# Japan Trip 2017



## JBroida (Sep 3, 2017)

From September 14th, 2017 to October 18th, 2017, Japanese Knife Imports will remain open, but the schedule will be slightly altered. In addition to our normal day off on Thursday, we will also be closed on Sunday. We will also be extending out Saturday hours by 1 hour, opening at noon and closing at 6 pm. This change is only active from Sept. 14th to Oct. 18th. See below for our schedule and hours:

Sunday- Closed
Monday- 11 am to 6 pm
Tuesday- 11 am to 6 pm
Wednesday- 11 am to 6 pm
Thursday- Closed
Friday- 11 am to 6 pm
Saturday- Noon to 6 pm
During this time, Jonathan and Sara (the owners) will be returning to Japan for their annual business trip. While they are there, they will be meeting with the craftsmen we currently work with, some new perspective craftsmen we are interested in possibly doing business with, and Jonathan will continue to train under the various craftsmen he trains under each year. This is the second year the store will be open while they are gone.

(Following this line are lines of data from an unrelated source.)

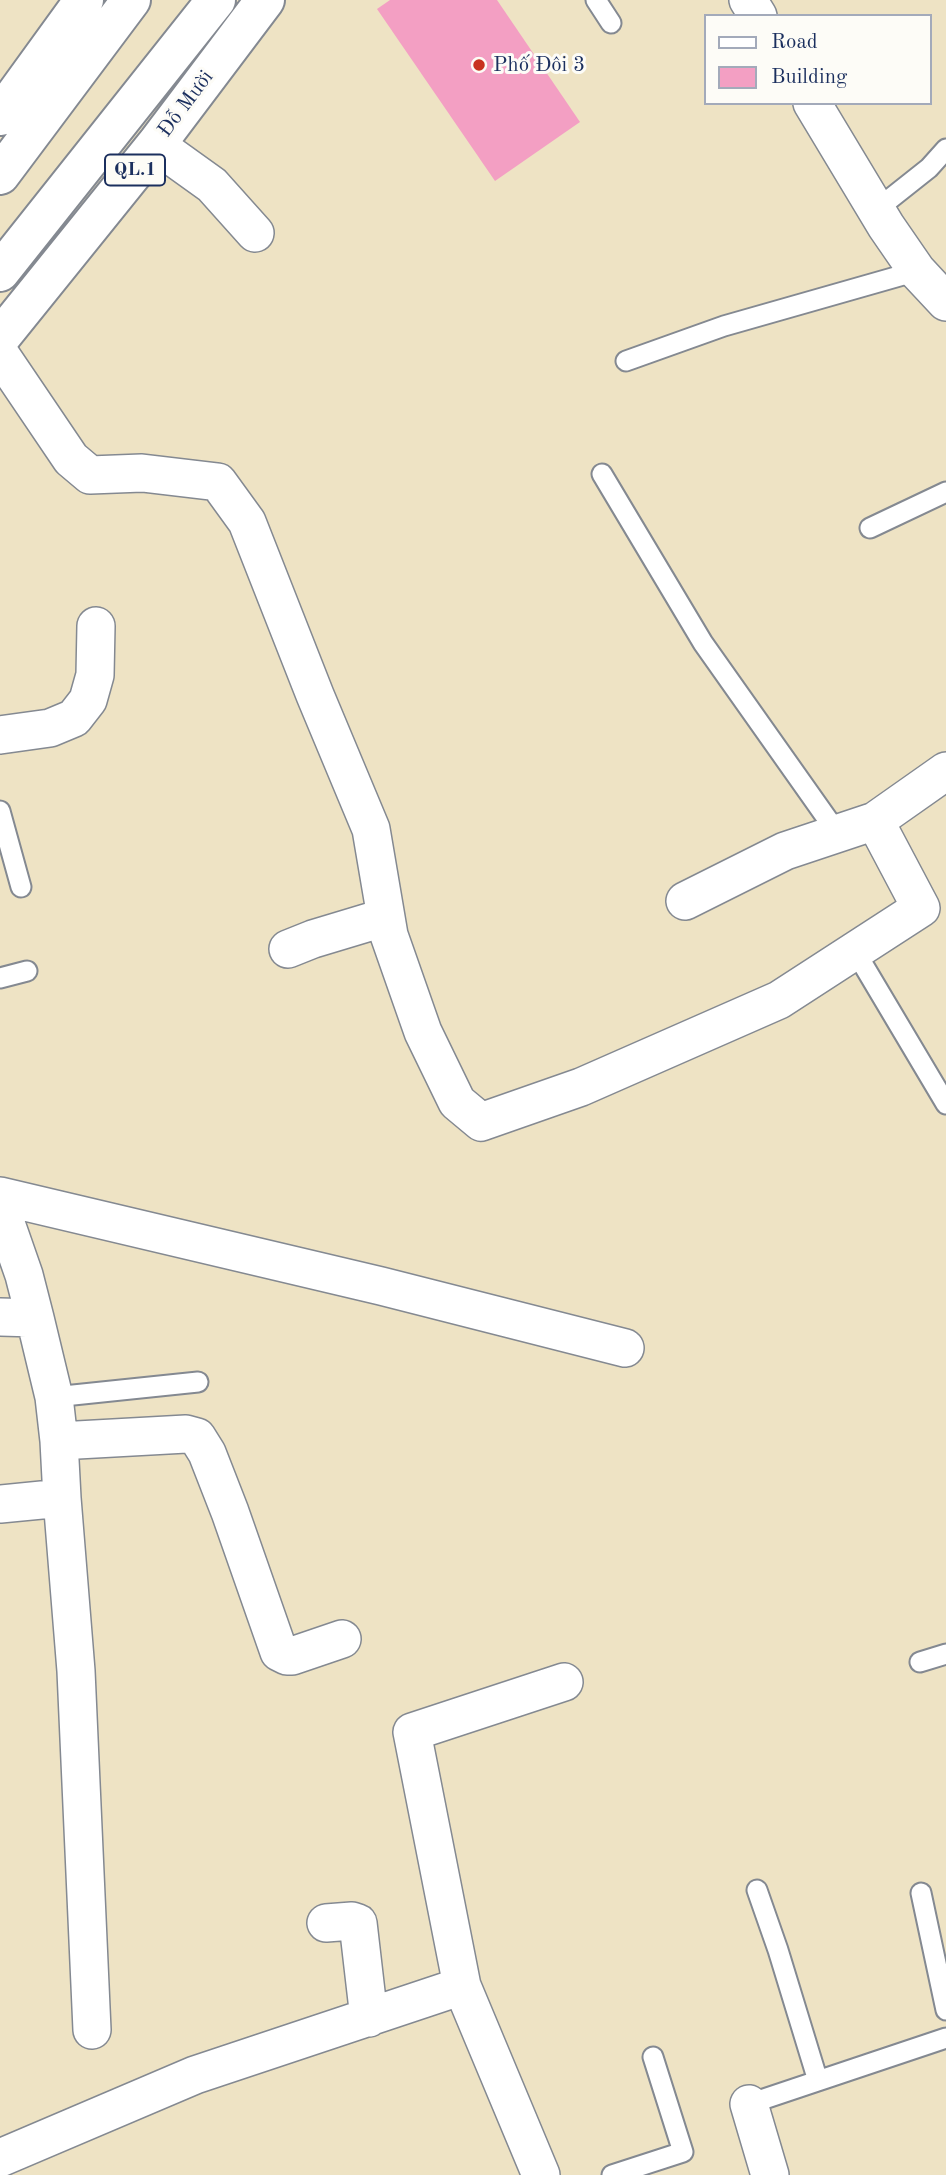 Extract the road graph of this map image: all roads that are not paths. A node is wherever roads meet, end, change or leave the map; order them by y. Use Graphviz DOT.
graph roads {
  1 [pos="85,0"];
  2 [pos="131,0"];
  3 [pos="216,0"];
  4 [pos="265,0"];
  5 [pos="596,0"];
  6 [pos="611,23"];
  7 [pos="813,105"];
  8 [pos="0,116"];
  9 [pos="158,142"];
  10 [pos="946,149"];
  11 [pos="0,175"];
  12 [pos="876,210"];
  13 [pos="255,233"];
  14 [pos="917,271"];
  15 [pos="0,272"];
  16 [pos="946,302"];
  17 [pos="0,338"];
  18 [pos="0,354"];
  19 [pos="626,361"];
  20 [pos="602,474"];
  21 [pos="946,492"];
  22 [pos="870,528"];
  23 [pos="96,626"];
  24 [pos="0,735"];
  25 [pos="946,771"];
  26 [pos="0,811"];
  27 [pos="875,821"];
  28 [pos="838,834"];
  29 [pos="21,887"];
  30 [pos="685,901"];
  31 [pos="934,907"];
  32 [pos="386,917"];
  33 [pos="288,949"];
  34 [pos="855,951"];
  35 [pos="27,971"];
  36 [pos="0,978"];
  37 [pos="946,1104"];
  38 [pos="0,1196"];
  39 [pos="0,1206"];
  40 [pos="17,1318"];
  41 [pos="625,1348"];
  42 [pos="198,1382"];
  43 [pos="54,1397"];
  44 [pos="60,1441"];
  45 [pos="62,1498"];
  46 [pos="0,1504"];
  47 [pos="342,1639"];
  48 [pos="946,1654"];
  49 [pos="920,1662"];
  50 [pos="564,1682"];
  51 [pos="757,1890"];
  52 [pos="921,1893"];
  53 [pos="326,1923"];
  54 [pos="462,1986"];
  55 [pos="946,2010"];
  56 [pos="369,2018"];
  57 [pos="92,2030"];
  58 [pos="946,2038"];
  59 [pos="653,2057"];
  60 [pos="818,2081"];
  61 [pos="749,2104"];
  62 [pos="0,2158"];
  63 [pos="541,2175"];
  64 [pos="612,2175"];
  65 [pos="771,2175"];
  1 -- 8 [label="highway"];
  2 -- 11 [label="highway"];
  3 -- 15 [label="highway, Đỗ Mười / QL.1"];
  4 -- 9 [label="highway, Đỗ Mười / QL.1"];
  5 -- 6 [label="lane"];
  7 -- 12 [label="street"];
  9 -- 13 [label="street"];
  9 -- 17 [label="highway, Đỗ Mười / QL.1"];
  10 -- 12 [label="lane"];
  12 -- 14 [label="street"];
  14 -- 16 [label="street"];
  14 -- 19 [label="lane"];
  18 -- 32 [label="street"];
  20 -- 28 [label="lane"];
  21 -- 22 [label="lane"];
  23 -- 24 [label="street"];
  25 -- 27 [label="street"];
  26 -- 29 [label="lane"];
  27 -- 28 [label="street"];
  27 -- 31 [label="street"];
  28 -- 30 [label="street"];
  31 -- 34 [label="street"];
  32 -- 33 [label="street"];
  32 -- 34 [label="street"];
  34 -- 37 [label="lane"];
  35 -- 36 [label="lane"];
  38 -- 41 [label="street"];
  39 -- 40 [label="street"];
  40 -- 43 [label="street"];
  42 -- 43 [label="lane"];
  43 -- 44 [label="street"];
  44 -- 45 [label="street"];
  44 -- 47 [label="street"];
  45 -- 46 [label="street"];
  45 -- 57 [label="street"];
  48 -- 49 [label="lane"];
  50 -- 54 [label="street"];
  51 -- 60 [label="lane"];
  52 -- 55 [label="lane"];
  53 -- 56 [label="street"];
  54 -- 56 [label="street"];
  54 -- 63 [label="street"];
  56 -- 62 [label="street"];
  58 -- 60 [label="lane"];
  59 -- 64 [label="lane"];
  60 -- 61 [label="lane"];
  61 -- 65 [label="street"];
}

The store will be run by Josh and Sumiko for the entire month, and Sam will be coming in periodically to help out with of sharpening (which will be handled by both Josh and Sam, who have been training with Jonathan for quite some time). There should be no change to our normal shipping time frame, but sharpening may be a bit slower without Jonathan at the store. Additionally, some more complicated sharpening Jobs may be declined while Jonathan is out of town. Please check with the store first before dropping off any sharpening work. Sam has been training with us for about 4 years and is a very capable sharpener whom we obviously trust enough to take care of sharpening while we are gone. Josh has been training with us for a little over 1 year, and has quickly progressed with his sharpening skills.

Jonathan and Sara will be checking e-mails regularly while in Japan, so if there are any questions that Josh, Sumiko, or Sam are unable to answer, feel free to contact us (if they haven't already).

Thank you very much for your patience and understanding, and we are looking forward to seeing you in November when we return from Japan.

-Jon and Sara

https://www.japaneseknifeimports.com/pages/limited-store-hours-change-of-schedule


----------



## milkbaby (Sep 3, 2017)

Have a great trip! I love seeing your photos on instagram when you travel. :doublethumbsup:


----------



## 42537703 (Sep 4, 2017)

Any chance of getting the gesshin hide blue 2 gyuto back in stock?


----------



## chipzaroy (Sep 4, 2017)

Have a fun and safe trip! :thumbsup:


----------



## JBroida (Sep 4, 2017)

42537703 said:


> Any chance of getting the gesshin hide blue 2 gyuto back in stock?



they are on order, but i rarely bring knives back with me, as the numbers of things we have on order are much larger than fit in my suitcase. That being said, I hope they show up soon.


----------



## MontezumaBoy (Sep 14, 2017)

You all have a great / safe trip (pic's/posts please) & figure out how to continue to bring us KKF's fantastic knives, sharpening stuff, cool stuff & just awesome stuff! Plus you know what I want to see if you can find ... :bliss:

TjA


----------



## JBroida (Sep 14, 2017)

thanks... see you guys on the other side


----------



## jklip13 (Sep 14, 2017)

Will you be spending any time in Kyoto?


----------



## JBroida (Sep 14, 2017)

Yup


----------



## Keith Sinclair (Sep 14, 2017)

Have a good trip and share some pictures on the photo thread


----------



## Chef Doom (Oct 25, 2017)

Did you put 50,000 yen down on the sumo champ Kisenosato like I requested?


----------



## JBroida (Oct 25, 2017)

Lol... kenzo ate him


----------